___ Input data

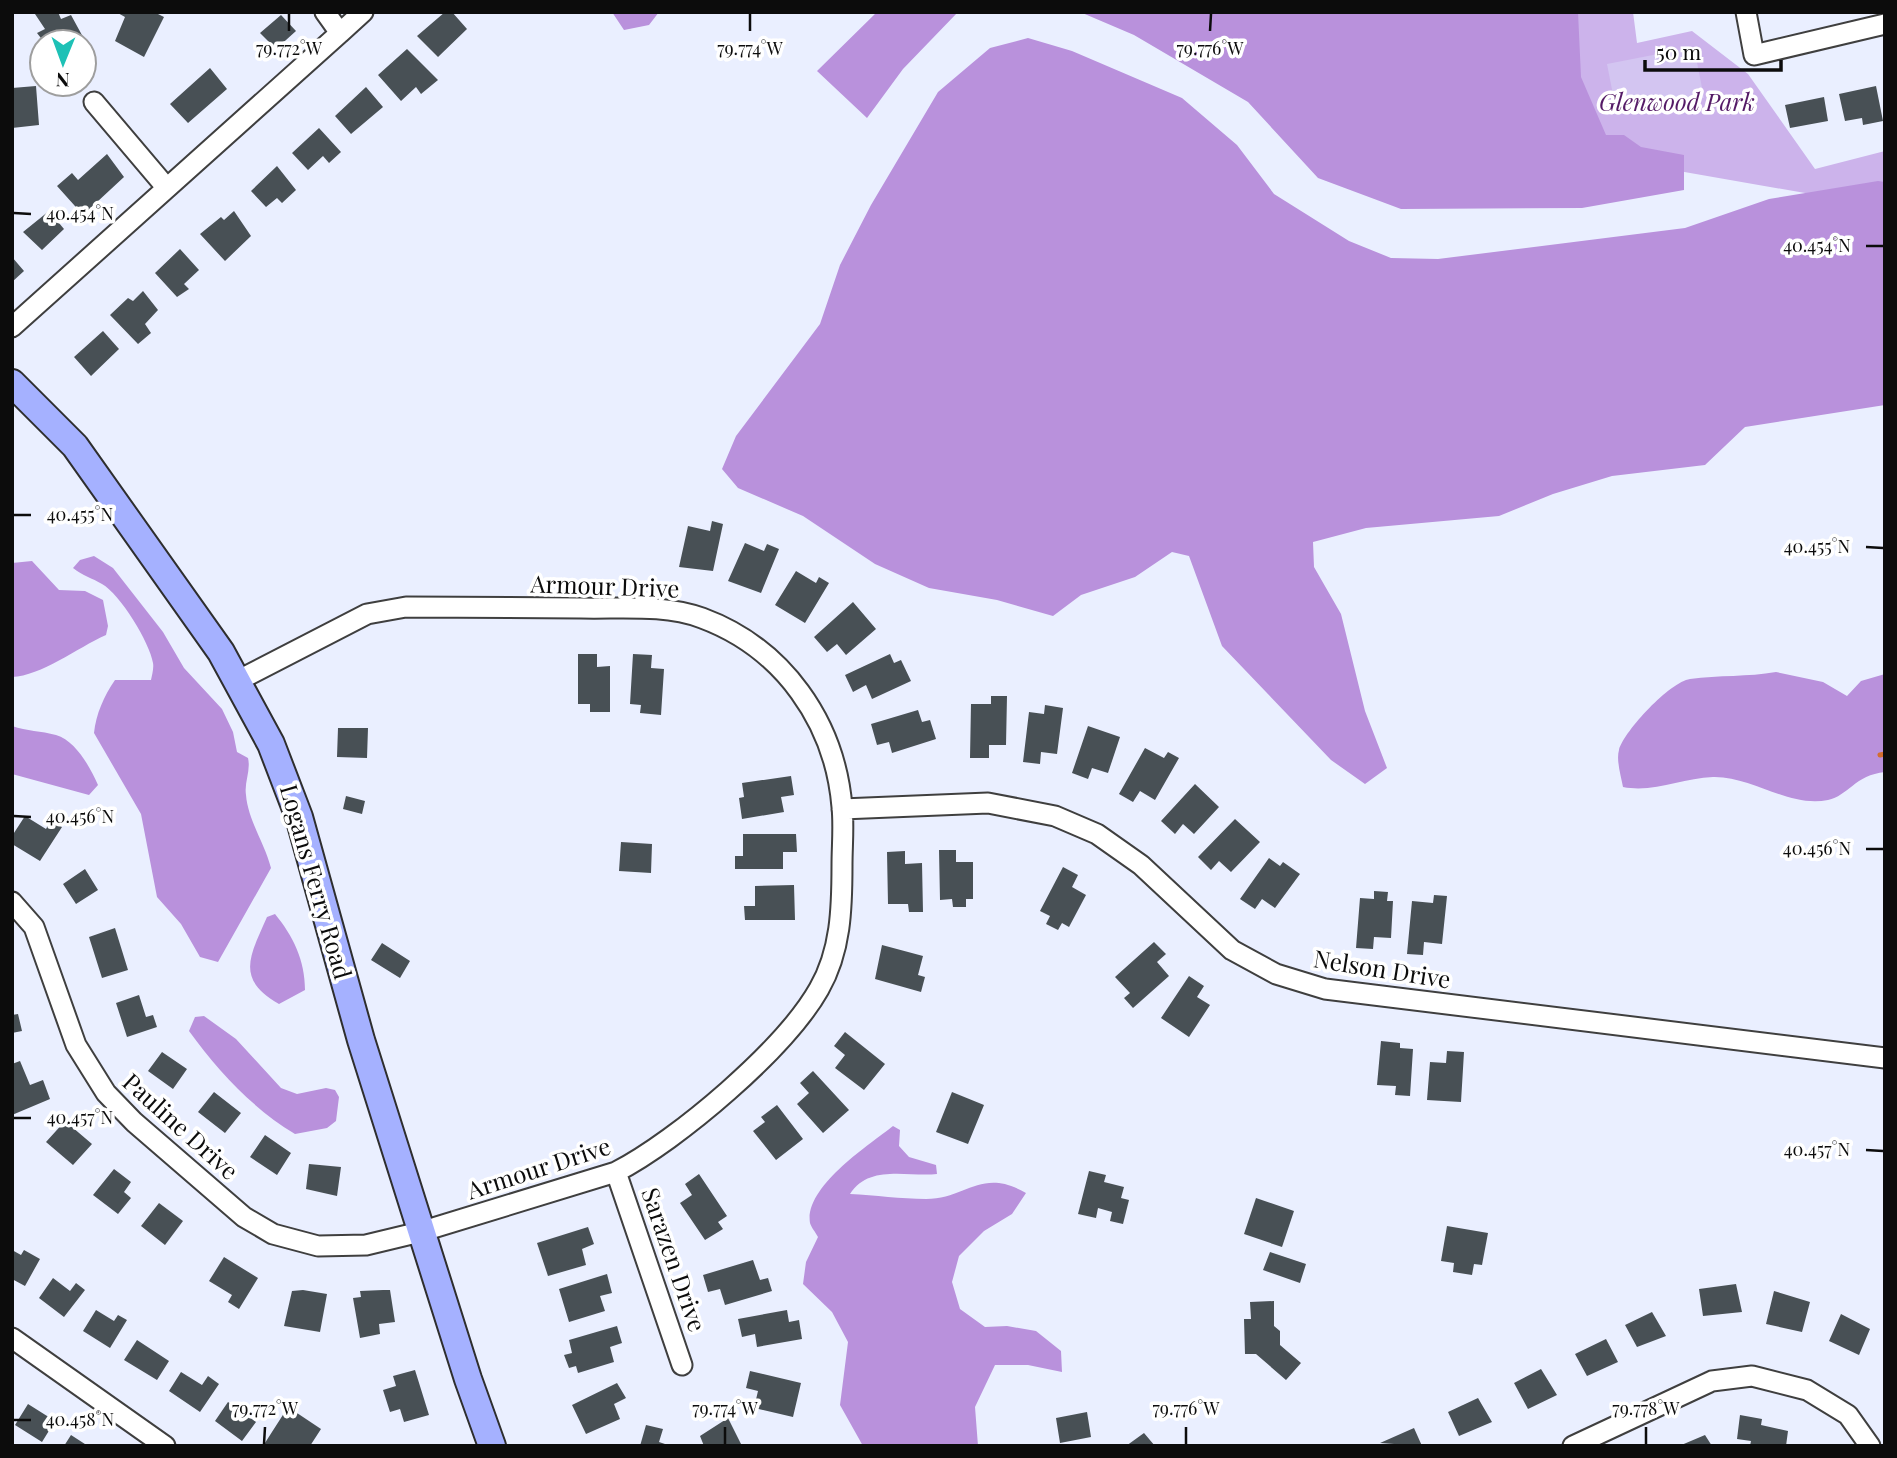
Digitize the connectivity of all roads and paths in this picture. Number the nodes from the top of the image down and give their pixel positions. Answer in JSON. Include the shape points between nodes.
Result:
{"nodes":[{"id":1,"x":325,"y":12,"type":"edge"},
{"id":2,"x":363,"y":12,"type":"edge"},
{"id":3,"x":1746,"y":12,"type":"edge"},
{"id":4,"x":1885,"y":24,"type":"edge"},
{"id":5,"x":340,"y":33,"type":"junction"},
{"id":6,"x":94,"y":102,"type":"dead end"},
{"id":7,"x":166,"y":187,"type":"junction"},
{"id":8,"x":12,"y":327,"type":"edge"},
{"id":9,"x":12,"y":383,"type":"edge"},
{"id":10,"x":237,"y":681,"type":"junction"},
{"id":11,"x":842,"y":809,"type":"junction"},
{"id":12,"x":12,"y":902,"type":"edge"},
{"id":13,"x":1885,"y":1058,"type":"edge"},
{"id":14,"x":616,"y":1172,"type":"junction"},
{"id":15,"x":421,"y":1231,"type":"junction"},
{"id":16,"x":12,"y":1338,"type":"edge"},
{"id":17,"x":682,"y":1365,"type":"dead end"},
{"id":18,"x":165,"y":1446,"type":"edge"},
{"id":19,"x":492,"y":1446,"type":"edge"},
{"id":20,"x":1573,"y":1446,"type":"edge"},
{"id":21,"x":1870,"y":1446,"type":"edge"}],
"edges":[{"from":1,"to":5,"type":"street"},
{"from":2,"to":5,"type":"street"},
{"from":3,"to":4,"type":"street","via":[[1754,55]]},
{"from":5,"to":7,"type":"street"},
{"from":6,"to":7,"type":"street"},
{"from":7,"to":8,"type":"street"},
{"from":9,"to":10,"type":"street","name":"Logans Ferry Road","via":[[75,446],[222,652]]},
{"from":10,"to":11,"type":"street","name":"Armour Drive","via":[[346,623],[387,609],[651,609],[688,614],[753,645],[797,685],[829,746]]},
{"from":10,"to":15,"type":"street","name":"Logans Ferry Road","via":[[291,792]]},
{"from":11,"to":13,"type":"street","name":"Nelson Drive","via":[[988,803],[1065,820],[1097,834],[1141,865],[1232,950],[1300,983],[1347,993]]},
{"from":11,"to":14,"type":"street","name":"Armour Drive","via":[[838,937],[826,975],[806,1010],[759,1060],[676,1134]]},
{"from":12,"to":15,"type":"street","name":"Pauline Drive","via":[[27,917],[42,945],[76,1045],[92,1076],[134,1122],[244,1217],[273,1234],[317,1246],[366,1245]]},
{"from":14,"to":15,"type":"street","name":"Armour Drive"},
{"from":14,"to":17,"type":"street","name":"Sarazen Drive"},
{"from":15,"to":19,"type":"street","name":"Logans Ferry Road"},
{"from":16,"to":18,"type":"street"},
{"from":20,"to":21,"type":"street","via":[[1712,1381],[1752,1376],[1807,1390],[1847,1415]]}]}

______

Every line that contains "Logans" should be copied out of the data.

{"from":9,"to":10,"type":"street","name":"Logans Ferry Road","via":[[75,446],[222,652]]},
{"from":10,"to":15,"type":"street","name":"Logans Ferry Road","via":[[291,792]]},
{"from":15,"to":19,"type":"street","name":"Logans Ferry Road"},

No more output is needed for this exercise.